The NHS Employers organisation yesterday published its submission on market facing pay to the NHS Pay Review Body.

The submission points out that the NHS has a wide-ranging sophisticated workforce that operates at international, national, regional and local levels.

The NHS Employers organisation stresses that savings made from a more efficient system should be retained locally and reinvested in patient care.

Dean Royles (pictured), director of the NHS Employers organisation, said: "Employers are very concerned that pay arrangements are not affordable in their current form and that this financial pressure could harm future patient services. Over half of all NHS spending is on pay, so reducing cost and ensuring greater productivity is a priority if the NHS is to achieve its target of £20 billion in efficiency savings.

"But getting rewards wrong could have a significant impact on the quality of patient care and safety. This is a complex area and we need to avoid crude solutions."

The submission points to research showing that large private sector organisations, with sites across the country, tend to have national pay frameworks to avoid the time and costs of multiple full local bargaining. Income Data Services (IDS) found that nationally-determined zonal approaches are common in retail while banks tend to use regional pay bands.

The submission concludes that the current pay system's "high cost area supplements" (HCAS) - of which 'London weighting' is an example - could be extended and amended to differentiate pay awards to different areas, should there be evidence to justify this.

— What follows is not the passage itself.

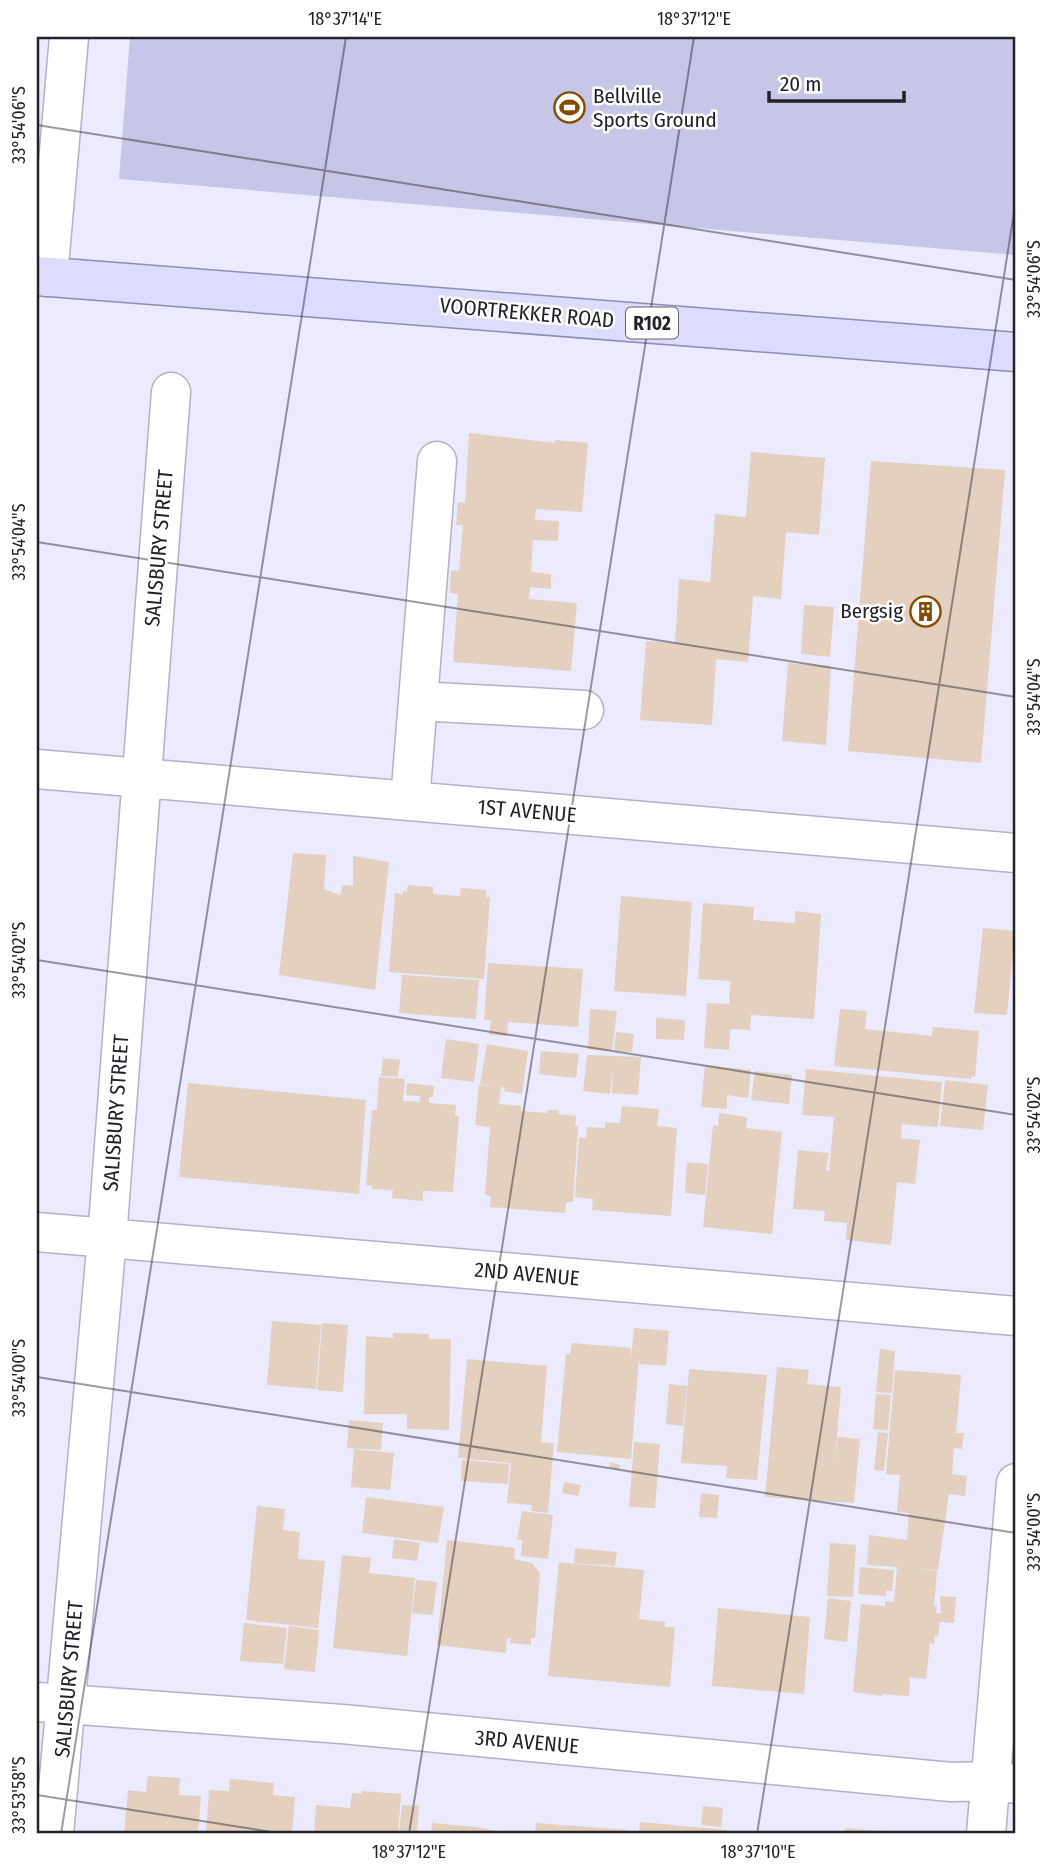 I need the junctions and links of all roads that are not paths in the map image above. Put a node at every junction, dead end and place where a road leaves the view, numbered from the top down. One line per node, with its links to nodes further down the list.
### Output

The submission suggests the Government should consider a continued role for a national framework. Though some local NHS organisations can and may want to agree local arrangements. A central approach continues to be followed by large private sector national organisations.

It said there would be need for a transparent methodology to rank each geographical area based on a range of economic and labour measures and better information and data sources for future pay rounds.

NHS Employers said it is essential any further pay differentiation should be balanced to NHS funding allocations but any changes should avoid adding too much complexity to the national framework.

But it conceded defining boundaries will be difficult. There are NHS organisations of all sizes, many of which are multi-site spread over large geographical boundaries. Regional and PCT boundaries are likely to end. NHS organisations near boundaries may find themselves at a competitive disadvantage for healthcare professional staff.